RuntimeError occurs in PyTorch backward function

Question

I am trying to calculate the grad of a variable in PyTorch. However, there was a RuntimeError which tells me that the shape of output and grad must be the same. However, in my case, the shape of output and grad cannot be the same. Here is my code to reproduce:

import numpy as np
import torch
from torch.autograd import Variable as V

ne = 3
m, n = 79, 164
G = np.random.rand(m, n).astype(np.float64)
w = np.random.rand(n, n).astype(np.float64)
z = -np.random.rand(n).astype(np.float64)

G = V(torch.from_numpy(G))
w = V(torch.from_numpy(w))
z = V(torch.from_numpy(z), requires_grad=True)
e, v = torch.symeig(torch.diag(2 * z - torch.sum(w, dim=1)) + w, eigenvectors=True, upper=False)
ssev = torch.sum(torch.pow(e[-ne:] * v[:, -ne:], 2), dim=1)
out = torch.sum(torch.matmul(G, ssev.reshape((n, 1))))
out.backward(z)
print(z.grad)

The error message is: RuntimeError: Mismatch in shape: grad_output[0] has a shape of torch.Size([164]) and output[0] has a shape of torch.Size([])

Similar calculation is allowed in TensorFlow and I can successfully get the gradient I want:

import numpy as np
import tensorflow as tf

m, n = 79, 164
G = np.random.rand(m, n).astype(np.float64)
w = np.random.rand(n, n).astype(np.float64)
z = -np.random.rand(n).astype(np.float64)

def tf_function(z, G, w, ne=3):
    e, v = tf.linalg.eigh(tf.linalg.diag(2 * z - tf.reduce_sum(w, 1)) + w)
    ssev = tf.reduce_sum(tf.square(e[-ne:] * v[:, -ne:]), 1)
    return tf.reduce_sum(tf.matmul(G, tf.expand_dims(ssev, 1)))

z, G, w = [tf.convert_to_tensor(_, dtype=tf.float64) for _ in (z, G, w)]
z = tf.Variable(z)
with tf.GradientTape() as g:
    g.watch(z)
    out = tf_function(z, G, w)
print(g.gradient(out, z).numpy())

My tensorflow version is 2.0 and my PyTorch version is 1.14.0. I am using Python3.6.9. In my opinion, calculating the gradients when the output and the variables have different shapes is very reasonable and I don't think I made any mistake.Can anyone help me with this problem? I really appreciate it!

Answer 1

First of all you don't need to use numpy and then convert to Variable (which is deprecated by the way), you can just use G = torch.rand(m, n) etc. Second, when you write out.backward(z), you are passing z as the gradient of out, i.e. out.backward(gradient=z), probably due to the misconception that "out.backward(z) computes the gradient of z, i.e. dout/dz". Instead, this argument is meant to be gradient = d[f(out)]/dout for some function f (e.g. a loss function) and it's the tensor used to compute vector-Jacobian product dout/dz * df/dout.
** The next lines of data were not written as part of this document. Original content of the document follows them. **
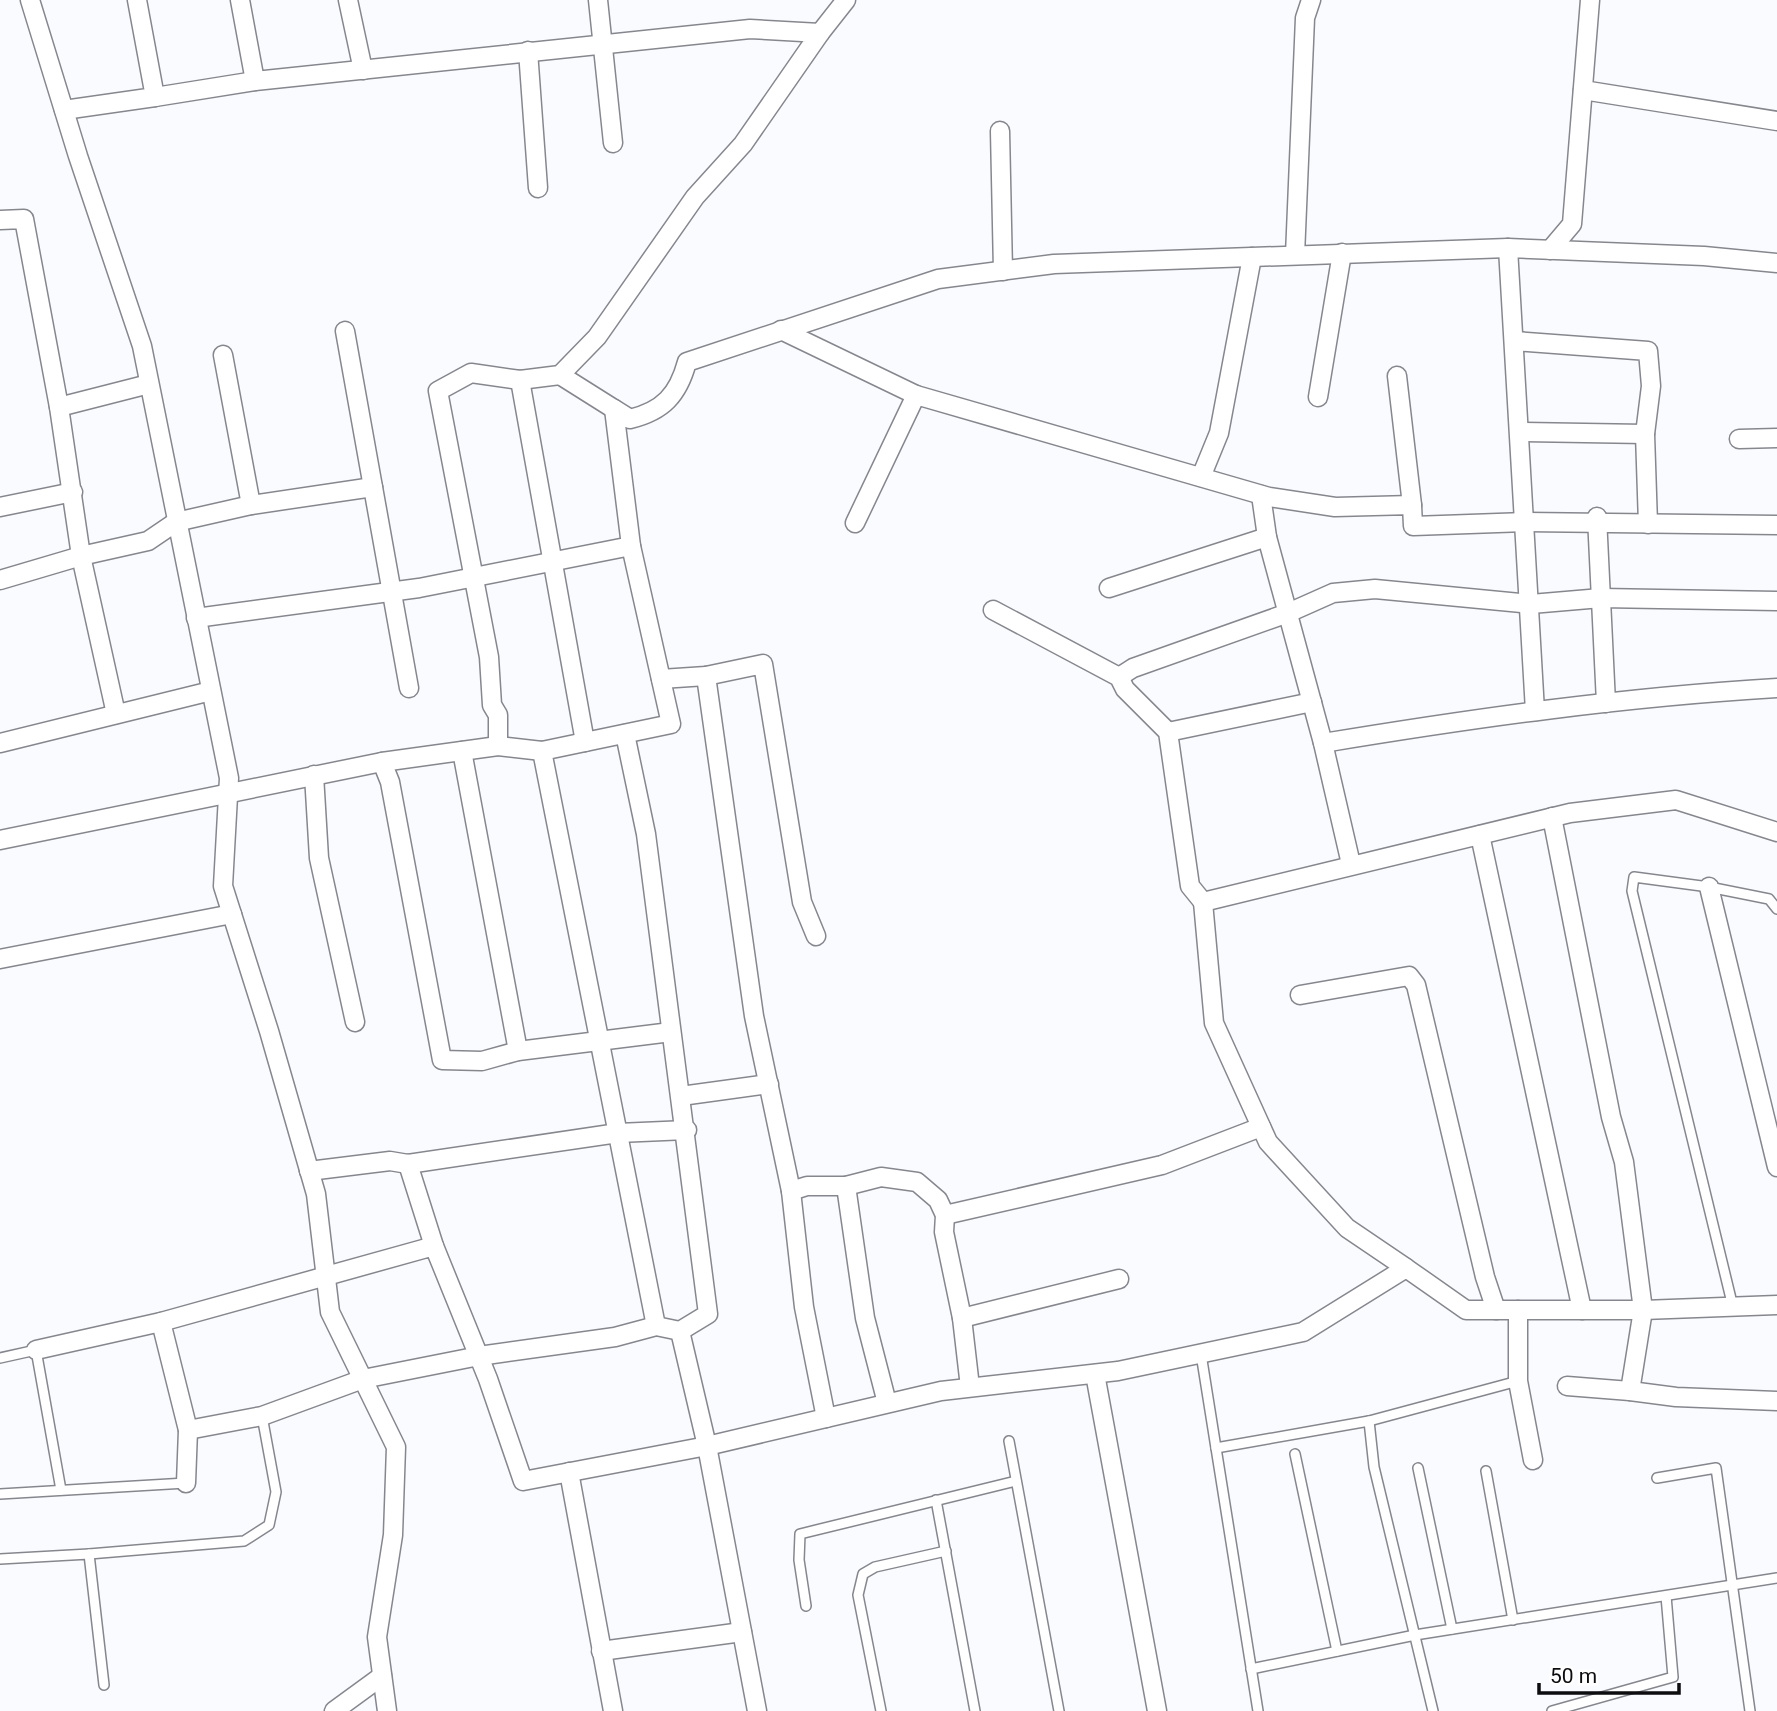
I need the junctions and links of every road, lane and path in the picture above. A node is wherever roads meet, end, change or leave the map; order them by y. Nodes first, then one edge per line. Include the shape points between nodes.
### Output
1 (30, 0) edge
2 (137, 0) edge
3 (240, 0) edge
4 (348, 0) edge
5 (598, 0) edge
6 (846, 0) edge
7 (1311, 0) edge
8 (1590, 0) edge
9 (820, 33) junction
10 (602, 43) junction
11 (527, 51) junction
12 (363, 70) junction
13 (255, 81) junction
14 (1583, 90) junction
15 (155, 97) junction
16 (64, 110) junction
17 (1777, 121) edge
18 (1000, 131) dead end
19 (612, 143) dead end
20 (538, 188) dead end
21 (0, 220) edge
22 (1508, 248) junction
23 (1550, 250) junction
24 (1342, 253) junction
25 (1295, 255) junction
26 (1252, 257) junction
27 (1777, 263) edge
28 (1003, 271) junction
29 (781, 330) junction
30 (345, 331) dead end
31 (1514, 341) junction
32 (223, 355) dead end
33 (560, 375) junction
34 (1397, 376) dead end
35 (520, 380) junction
36 (149, 384) junction
37 (916, 396) junction
38 (1318, 397) dead end
39 (59, 407) junction
40 (614, 409) junction
41 (1521, 432) junction
42 (1645, 435) junction
43 (1777, 438) edge
44 (1739, 439) dead end
45 (1201, 477) junction
46 (373, 487) junction
47 (73, 492) junction
48 (1261, 495) junction
49 (251, 505) junction
50 (1412, 505) junction
51 (0, 507) edge
52 (1597, 520) junction
53 (176, 522) junction
54 (1526, 522) junction
55 (855, 523) dead end
56 (1648, 524) junction
57 (1777, 525) edge
58 (1268, 537) junction
59 (631, 546) junction
60 (81, 556) junction
61 (552, 561) junction
62 (474, 577) junction
63 (0, 580) edge
64 (1109, 588) dead end
65 (391, 592) junction
66 (1601, 598) junction
67 (1777, 601) edge
68 (1531, 604) junction
69 (993, 610) dead end
70 (1288, 613) junction
71 (196, 618) junction
72 (706, 676) junction
73 (1119, 677) junction
74 (661, 679) junction
75 (409, 688) dead end
76 (1777, 688) edge
77 (211, 691) junction
78 (1312, 702) junction
79 (1606, 703) junction
80 (1535, 711) junction
81 (116, 714) junction
82 (1168, 732) junction
83 (625, 734) junction
84 (585, 742) junction
85 (0, 743) edge
86 (1323, 743) junction
87 (498, 746) junction
88 (462, 751) junction
89 (542, 751) junction
90 (382, 762) junction
91 (314, 775) junction
92 (228, 794) junction
93 (1552, 817) junction
94 (1777, 832) edge
95 (1480, 835) junction
96 (0, 840) edge
97 (1351, 864) junction
98 (1709, 887) junction
99 (1203, 902) junction
100 (1777, 909) edge
101 (232, 914) junction
102 (816, 936) dead end
103 (0, 960) edge
104 (1300, 995) dead end
105 (355, 1022) dead end
106 (671, 1032) junction
107 (600, 1039) junction
108 (518, 1051) junction
109 (769, 1084) junction
110 (681, 1096) junction
111 (1261, 1127) junction
112 (687, 1130) junction
113 (618, 1133) junction
114 (408, 1164) junction
115 (1777, 1167) edge
116 (309, 1171) junction
117 (846, 1186) junction
118 (791, 1191) junction
119 (945, 1215) junction
120 (434, 1246) junction
121 (1406, 1268) junction
122 (326, 1275) junction
123 (1119, 1279) dead end
124 (1777, 1305) edge
125 (1733, 1307) junction
126 (1496, 1310) junction
127 (1518, 1310) junction
128 (1582, 1310) junction
129 (1643, 1310) junction
130 (962, 1318) junction
131 (161, 1322) junction
132 (656, 1326) junction
133 (680, 1331) junction
134 (36, 1350) junction
135 (1201, 1354) junction
136 (479, 1356) junction
137 (0, 1358) edge
138 (1095, 1374) junction
139 (363, 1379) junction
140 (1518, 1381) junction
141 (1567, 1386) dead end
142 (970, 1387) junction
143 (1630, 1391) junction
144 (1777, 1401) edge
145 (887, 1403) junction
146 (262, 1416) junction
147 (826, 1418) junction
148 (1369, 1421) junction
149 (188, 1430) junction
150 (1009, 1441) dead end
151 (707, 1446) junction
152 (1216, 1448) junction
153 (1295, 1454) dead end
154 (1533, 1460) dead end
155 (1418, 1468) dead end
156 (1486, 1471) dead end
157 (569, 1472) junction
158 (1657, 1478) dead end
159 (1016, 1480) junction
160 (186, 1483) joint
161 (61, 1490) junction
162 (0, 1494) edge
163 (936, 1500) junction
164 (946, 1551) junction
165 (89, 1554) junction
166 (0, 1559) edge
167 (1777, 1578) edge
168 (1731, 1586) junction
169 (1666, 1596) junction
170 (806, 1606) dead end
171 (1513, 1620) junction
172 (1452, 1629) junction
173 (742, 1632) junction
174 (1415, 1635) junction
175 (601, 1651) junction
176 (1337, 1651) junction
177 (1251, 1669) junction
178 (382, 1676) junction
179 (104, 1685) dead end
180 (334, 1711) edge
181 (387, 1711) edge
182 (613, 1711) edge
183 (757, 1711) edge
184 (881, 1711) edge
185 (975, 1711) edge
186 (1059, 1711) edge
187 (1157, 1711) edge
188 (1258, 1711) edge
189 (1433, 1711) edge
190 (1552, 1711) edge
191 (1750, 1711) edge

1 - 16 street
2 - 15 street
3 - 13 street
4 - 12 street
5 - 10 street
6 - 9 street
7 - 25 street via 1305,18
8 - 14 street
9 - 10 street via 750,29
9 - 33 street via 743,144 695,197 597,337
10 - 11 street
10 - 19 street
11 - 12 street
11 - 20 street
12 - 13 street
13 - 15 street
14 - 17 street
14 - 23 street via 1572,223
15 - 16 street
16 - 36 street via 142,346
18 - 28 street
21 - 39 street via 24,219
22 - 23 street
22 - 24 street
22 - 31 street
23 - 27 street
24 - 25 street
24 - 38 street
25 - 26 street
26 - 28 street via 1054,264
26 - 45 street via 1219,433
28 - 29 street via 937,279
29 - 37 street
29 - 40 street via 687,362 680,387 652,414 630,419
30 - 46 street
31 - 41 street
31 - 42 street via 1648,351 1651,386
32 - 49 street
33 - 35 street
33 - 40 street
34 - 50 street
35 - 61 street
35 - 62 street via 471,373 438,391
36 - 39 street
36 - 53 street
37 - 45 street
37 - 55 street
39 - 47 street
40 - 59 street
41 - 42 street
41 - 54 street
42 - 56 street
43 - 44 street
45 - 48 street
46 - 49 street
46 - 65 street
47 - 51 street
47 - 60 street
48 - 50 street via 1335,507
48 - 58 street
49 - 53 street
50 - 54 street via 1413,527
52 - 54 street
52 - 56 street
52 - 66 street
53 - 60 street via 148,541
53 - 71 street
54 - 68 street
56 - 57 street
58 - 64 street
58 - 70 street
59 - 61 street
59 - 74 street
60 - 63 street
60 - 81 street
61 - 62 street
61 - 84 street
62 - 65 street
62 - 87 street via 489,657 492,705 498,715
65 - 71 street
65 - 75 street
66 - 67 street
66 - 68 street
66 - 79 street
68 - 70 street via 1375,589 1333,593
68 - 80 street
69 - 73 street
70 - 73 street
70 - 78 street
71 - 77 street
72 - 74 street
72 - 102 street via 763,664 802,902
72 - 109 street via 754,1016
73 - 82 street via 1125,689
74 - 83 street via 671,724
76 - 79 street
77 - 81 street
77 - 92 street via 229,778
78 - 82 street
78 - 86 street
79 - 80 street
80 - 86 street
81 - 85 street
82 - 99 street via 1191,886
83 - 84 street
83 - 106 street via 646,834
84 - 89 street
86 - 97 street
87 - 88 street
87 - 89 street
88 - 90 street
88 - 108 street
89 - 107 street
90 - 91 street
90 - 108 street via 390,782 442,1060 482,1061
91 - 92 street
91 - 105 street via 319,858
92 - 96 street
92 - 101 street via 223,886
93 - 94 street via 1676,800
93 - 95 street
93 - 129 street via 1611,1117 1624,1162
95 - 97 street
95 - 128 street
97 - 99 street
98 - 100 lane via 1769,899
98 - 115 street
98 - 125 lane via 1634,877 1632,891
99 - 111 street via 1214,1023
101 - 103 street
101 - 116 street
104 - 126 street via 1409,976 1416,985
106 - 107 street
106 - 110 street
107 - 108 street
107 - 113 street
109 - 110 street
109 - 118 street
110 - 112 street
111 - 119 street via 1162,1165
111 - 121 street via 1268,1142 1347,1228
112 - 113 street
112 - 133 street via 708,1314
113 - 114 street
113 - 132 street
114 - 116 street via 390,1161
114 - 120 street
116 - 122 street
117 - 118 street via 807,1186
117 - 119 street via 881,1177 917,1182 938,1200
117 - 145 street via 865,1318
118 - 147 street via 804,1307
119 - 130 street via 944,1232
120 - 122 street
120 - 136 street
121 - 126 street via 1466,1310
121 - 135 street via 1303,1332
122 - 131 street
122 - 139 street via 330,1312
123 - 130 street
124 - 125 street
125 - 129 street
126 - 127 street
127 - 128 street
127 - 140 street
128 - 129 street
129 - 143 street
130 - 142 street
131 - 134 street
131 - 149 street
132 - 133 street
132 - 136 street via 615,1337
133 - 151 street
134 - 137 lane
134 - 161 lane
135 - 138 street
135 - 152 lane
136 - 139 street
136 - 157 street via 523,1481
138 - 142 street
138 - 187 street
139 - 146 street
139 - 178 street via 396,1447 393,1535 377,1637
140 - 148 lane
140 - 154 street
141 - 143 street
142 - 145 street
143 - 144 street
145 - 147 street
146 - 149 street
146 - 165 lane via 276,1492 269,1525 244,1541
147 - 151 street
148 - 152 lane
148 - 174 lane via 1374,1467
149 - 160 street
150 - 159 lane
151 - 157 street
151 - 173 street
152 - 177 lane
153 - 176 lane
155 - 172 lane
156 - 171 lane
157 - 175 street
158 - 168 lane via 1716,1468
159 - 163 lane
159 - 186 lane
160 - 161 lane
161 - 162 lane
163 - 164 lane
163 - 170 lane via 800,1534
164 - 184 lane via 875,1567 863,1574 858,1595
164 - 185 lane
165 - 166 lane
165 - 179 lane
167 - 168 lane
168 - 169 lane
168 - 191 lane
169 - 171 lane
169 - 190 lane via 1672,1678
171 - 172 lane
172 - 174 lane
173 - 175 street
173 - 183 street
174 - 176 lane
174 - 189 lane
175 - 182 street
176 - 177 lane
177 - 188 lane
178 - 180 street
178 - 181 street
Therefore, the reason why you got the error is because your out (and its gradient df/dout) is a scalar (zero-dimensional tensor) and z is a tensor of size n, leading to a mismatch in shapes.

To fix the problem, as you have already figured out by yourself, just replace out.backward(z) with out.backward(), which is equivalent to out.backward(gradient=torch.tensor(1.)), since in your case out is a scalar and f(out) = out, so d[f(out)]/dout = d(out)/d(out) = tensor(1.). If your out was a non-scalar tensor, then out.backward() would not work and instead you would have to use out.backward(torch.ones(out.shape)) (again assuming that f(out) = out). In any case, if you need to pass gradient to the out.backward(), make sure that it has the same shape as the out.